T.S. noted that the apartment was as sparse and
orderly as his own. Hardwood floors gleamed beneath white rugs, the
furniture was modern with clean lines, and not a single magazine
marred the coffee table’s glossy surface. No ashtrays either. This
was a no-smoking home. All together, T.S. approved.
“I have been asked by the board to look into the
matter of Bobby Morgan’s death,” Auntie Lil explained.
“Why?” Perkins demanded, pacing in front of the
window and reaching for his shirt pocket, before stopping abruptly.

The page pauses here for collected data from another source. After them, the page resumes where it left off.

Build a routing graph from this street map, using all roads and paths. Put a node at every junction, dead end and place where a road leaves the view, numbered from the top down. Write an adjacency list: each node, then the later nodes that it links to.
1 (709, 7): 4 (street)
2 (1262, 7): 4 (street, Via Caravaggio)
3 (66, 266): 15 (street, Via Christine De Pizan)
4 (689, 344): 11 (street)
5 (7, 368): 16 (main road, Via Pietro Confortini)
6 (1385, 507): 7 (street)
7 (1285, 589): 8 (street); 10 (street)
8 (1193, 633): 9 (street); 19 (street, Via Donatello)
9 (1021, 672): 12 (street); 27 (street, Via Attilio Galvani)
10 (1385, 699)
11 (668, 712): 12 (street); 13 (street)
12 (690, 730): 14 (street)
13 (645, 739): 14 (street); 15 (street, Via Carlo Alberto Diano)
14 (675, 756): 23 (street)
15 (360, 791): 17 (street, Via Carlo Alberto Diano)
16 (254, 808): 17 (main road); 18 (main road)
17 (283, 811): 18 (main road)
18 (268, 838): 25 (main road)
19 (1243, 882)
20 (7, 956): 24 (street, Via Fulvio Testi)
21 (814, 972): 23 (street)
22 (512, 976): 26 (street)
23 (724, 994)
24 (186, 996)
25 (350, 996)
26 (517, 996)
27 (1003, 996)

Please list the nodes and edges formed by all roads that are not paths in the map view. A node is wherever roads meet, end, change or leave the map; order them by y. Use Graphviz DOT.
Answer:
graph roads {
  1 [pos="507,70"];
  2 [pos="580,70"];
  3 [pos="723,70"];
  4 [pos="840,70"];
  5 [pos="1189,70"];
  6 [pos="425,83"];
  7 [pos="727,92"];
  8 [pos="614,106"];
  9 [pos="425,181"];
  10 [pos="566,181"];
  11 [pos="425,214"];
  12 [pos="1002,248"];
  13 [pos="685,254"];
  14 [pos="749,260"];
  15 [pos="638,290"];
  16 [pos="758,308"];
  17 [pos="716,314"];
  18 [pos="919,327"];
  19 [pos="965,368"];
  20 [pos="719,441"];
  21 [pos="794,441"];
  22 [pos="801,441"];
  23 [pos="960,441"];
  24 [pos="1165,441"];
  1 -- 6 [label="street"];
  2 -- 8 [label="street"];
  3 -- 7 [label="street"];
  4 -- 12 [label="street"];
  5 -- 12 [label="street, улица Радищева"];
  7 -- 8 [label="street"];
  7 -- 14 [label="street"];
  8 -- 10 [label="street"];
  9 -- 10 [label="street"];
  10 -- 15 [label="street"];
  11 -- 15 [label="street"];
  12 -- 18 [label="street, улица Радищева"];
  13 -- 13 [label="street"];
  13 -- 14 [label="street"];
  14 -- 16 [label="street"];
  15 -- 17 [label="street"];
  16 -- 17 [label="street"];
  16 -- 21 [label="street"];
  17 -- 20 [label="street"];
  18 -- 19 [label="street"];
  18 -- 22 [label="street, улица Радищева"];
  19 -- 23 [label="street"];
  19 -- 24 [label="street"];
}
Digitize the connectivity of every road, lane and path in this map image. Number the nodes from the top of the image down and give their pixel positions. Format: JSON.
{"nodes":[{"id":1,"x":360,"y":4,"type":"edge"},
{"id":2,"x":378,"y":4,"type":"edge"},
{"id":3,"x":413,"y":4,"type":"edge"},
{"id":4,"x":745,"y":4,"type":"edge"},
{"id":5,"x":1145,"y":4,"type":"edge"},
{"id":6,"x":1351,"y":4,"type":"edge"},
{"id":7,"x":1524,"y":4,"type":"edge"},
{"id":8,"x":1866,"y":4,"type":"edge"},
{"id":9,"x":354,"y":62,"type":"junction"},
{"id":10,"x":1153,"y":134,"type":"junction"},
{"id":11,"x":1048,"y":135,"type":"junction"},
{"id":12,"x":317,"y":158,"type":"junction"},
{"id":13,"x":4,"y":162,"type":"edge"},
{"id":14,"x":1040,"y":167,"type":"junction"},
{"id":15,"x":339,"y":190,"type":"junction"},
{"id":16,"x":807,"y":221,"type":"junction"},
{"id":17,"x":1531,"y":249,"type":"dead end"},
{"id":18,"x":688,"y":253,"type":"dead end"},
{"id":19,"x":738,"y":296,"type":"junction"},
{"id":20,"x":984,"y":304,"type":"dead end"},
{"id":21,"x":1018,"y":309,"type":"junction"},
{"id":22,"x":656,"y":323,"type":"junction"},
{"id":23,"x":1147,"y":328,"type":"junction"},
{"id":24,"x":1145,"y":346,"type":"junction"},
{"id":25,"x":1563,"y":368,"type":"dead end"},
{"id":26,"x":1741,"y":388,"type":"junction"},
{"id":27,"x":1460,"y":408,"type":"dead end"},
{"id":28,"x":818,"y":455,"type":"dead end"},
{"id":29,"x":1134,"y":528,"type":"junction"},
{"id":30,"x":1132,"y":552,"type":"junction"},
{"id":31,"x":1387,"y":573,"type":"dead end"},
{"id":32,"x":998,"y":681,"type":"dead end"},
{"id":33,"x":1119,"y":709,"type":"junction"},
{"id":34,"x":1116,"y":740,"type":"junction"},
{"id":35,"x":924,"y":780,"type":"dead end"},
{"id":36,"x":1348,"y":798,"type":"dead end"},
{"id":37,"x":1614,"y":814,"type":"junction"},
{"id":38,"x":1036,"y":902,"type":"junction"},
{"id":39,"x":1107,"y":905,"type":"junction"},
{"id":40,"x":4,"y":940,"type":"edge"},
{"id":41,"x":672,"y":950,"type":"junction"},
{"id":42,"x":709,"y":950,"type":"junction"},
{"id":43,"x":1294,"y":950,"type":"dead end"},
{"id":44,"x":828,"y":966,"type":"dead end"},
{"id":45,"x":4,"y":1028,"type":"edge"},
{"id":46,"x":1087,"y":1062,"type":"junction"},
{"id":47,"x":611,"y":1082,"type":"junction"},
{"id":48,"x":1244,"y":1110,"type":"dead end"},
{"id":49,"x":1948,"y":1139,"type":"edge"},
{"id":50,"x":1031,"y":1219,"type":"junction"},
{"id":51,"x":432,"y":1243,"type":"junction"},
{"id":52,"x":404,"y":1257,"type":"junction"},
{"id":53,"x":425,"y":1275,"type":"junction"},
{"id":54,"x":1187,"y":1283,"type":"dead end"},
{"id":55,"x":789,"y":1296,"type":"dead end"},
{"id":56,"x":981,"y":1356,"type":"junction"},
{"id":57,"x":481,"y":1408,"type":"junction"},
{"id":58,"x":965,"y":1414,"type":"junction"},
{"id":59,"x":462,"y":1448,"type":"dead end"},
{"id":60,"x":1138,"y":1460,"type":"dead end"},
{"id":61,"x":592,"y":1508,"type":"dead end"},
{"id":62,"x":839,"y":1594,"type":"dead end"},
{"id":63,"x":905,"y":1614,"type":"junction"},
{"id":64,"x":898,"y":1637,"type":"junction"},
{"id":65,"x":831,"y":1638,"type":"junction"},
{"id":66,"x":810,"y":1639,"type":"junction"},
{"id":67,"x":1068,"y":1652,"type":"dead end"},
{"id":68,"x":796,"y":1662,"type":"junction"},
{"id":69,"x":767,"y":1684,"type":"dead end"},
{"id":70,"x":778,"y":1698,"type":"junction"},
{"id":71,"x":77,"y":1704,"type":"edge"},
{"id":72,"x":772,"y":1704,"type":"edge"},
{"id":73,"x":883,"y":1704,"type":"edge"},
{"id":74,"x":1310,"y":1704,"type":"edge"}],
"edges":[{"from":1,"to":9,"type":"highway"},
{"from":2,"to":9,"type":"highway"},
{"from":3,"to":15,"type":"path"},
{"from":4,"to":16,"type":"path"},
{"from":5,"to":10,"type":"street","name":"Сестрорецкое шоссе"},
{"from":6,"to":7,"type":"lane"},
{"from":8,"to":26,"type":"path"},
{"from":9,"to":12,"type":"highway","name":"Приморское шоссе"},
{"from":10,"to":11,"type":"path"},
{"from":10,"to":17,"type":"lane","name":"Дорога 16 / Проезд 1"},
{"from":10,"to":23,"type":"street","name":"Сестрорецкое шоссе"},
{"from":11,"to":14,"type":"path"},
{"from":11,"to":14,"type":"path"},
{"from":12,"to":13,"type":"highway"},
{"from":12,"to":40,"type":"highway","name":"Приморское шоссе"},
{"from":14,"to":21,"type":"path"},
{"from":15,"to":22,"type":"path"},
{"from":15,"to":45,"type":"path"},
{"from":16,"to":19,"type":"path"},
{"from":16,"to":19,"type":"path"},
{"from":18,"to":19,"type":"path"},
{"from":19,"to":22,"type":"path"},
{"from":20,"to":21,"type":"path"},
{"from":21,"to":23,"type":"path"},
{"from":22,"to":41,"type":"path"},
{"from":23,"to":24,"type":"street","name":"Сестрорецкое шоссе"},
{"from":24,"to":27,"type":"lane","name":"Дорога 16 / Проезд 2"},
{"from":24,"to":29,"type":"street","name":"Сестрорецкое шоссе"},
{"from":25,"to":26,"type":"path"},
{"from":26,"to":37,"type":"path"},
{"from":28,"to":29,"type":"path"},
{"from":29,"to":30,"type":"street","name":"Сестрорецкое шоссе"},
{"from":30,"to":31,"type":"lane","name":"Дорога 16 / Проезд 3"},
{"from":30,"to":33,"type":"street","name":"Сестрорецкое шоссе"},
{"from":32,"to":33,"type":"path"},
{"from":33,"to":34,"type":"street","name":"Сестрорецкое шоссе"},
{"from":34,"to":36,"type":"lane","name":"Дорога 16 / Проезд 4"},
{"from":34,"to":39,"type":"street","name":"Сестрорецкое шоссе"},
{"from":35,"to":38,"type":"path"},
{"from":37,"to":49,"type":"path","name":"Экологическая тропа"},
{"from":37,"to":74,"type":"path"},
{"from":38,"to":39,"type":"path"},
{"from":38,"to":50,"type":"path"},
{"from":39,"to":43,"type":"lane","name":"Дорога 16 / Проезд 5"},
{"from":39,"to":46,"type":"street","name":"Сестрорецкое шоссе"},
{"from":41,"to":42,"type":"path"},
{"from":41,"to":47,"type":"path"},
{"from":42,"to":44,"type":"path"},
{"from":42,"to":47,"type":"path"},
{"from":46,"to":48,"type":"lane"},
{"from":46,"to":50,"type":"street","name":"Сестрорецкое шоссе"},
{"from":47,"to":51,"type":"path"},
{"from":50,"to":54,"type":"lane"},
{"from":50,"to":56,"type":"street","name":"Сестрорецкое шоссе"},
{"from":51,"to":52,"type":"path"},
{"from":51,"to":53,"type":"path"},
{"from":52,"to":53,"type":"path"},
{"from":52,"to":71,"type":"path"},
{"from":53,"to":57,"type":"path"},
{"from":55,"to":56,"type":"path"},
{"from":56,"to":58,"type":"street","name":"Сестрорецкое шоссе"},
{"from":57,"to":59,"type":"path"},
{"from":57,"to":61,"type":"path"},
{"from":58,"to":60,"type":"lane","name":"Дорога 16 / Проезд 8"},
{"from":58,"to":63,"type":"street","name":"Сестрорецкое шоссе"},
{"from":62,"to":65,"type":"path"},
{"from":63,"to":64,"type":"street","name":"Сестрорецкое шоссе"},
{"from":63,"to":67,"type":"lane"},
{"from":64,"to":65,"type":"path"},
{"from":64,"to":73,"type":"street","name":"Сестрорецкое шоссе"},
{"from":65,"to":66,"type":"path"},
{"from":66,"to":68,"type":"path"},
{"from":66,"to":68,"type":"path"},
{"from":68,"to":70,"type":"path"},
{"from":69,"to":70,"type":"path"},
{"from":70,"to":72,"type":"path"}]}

T.S. knew at once that the absence of ashtrays was probably part of
the man’s desperate attempts to stop smoking. “Can’t the police do
a good enough job on their own?”
Auntie Lil let a moment of silence pass. Just because
she had barged in unannounced was no reason to be curt. “I am sure
the police are making plenty of progress,” she said.
“Are they?” Perkins interrupted abruptly. “What have
they found out?”
“I don’t know,” Auntie Lil admitted, exasperated.
“It’s just that the board felt we should make an extra effort to
demonstrate our determination to get to the bottom of this
unfortunate occurrence. So they elected me.”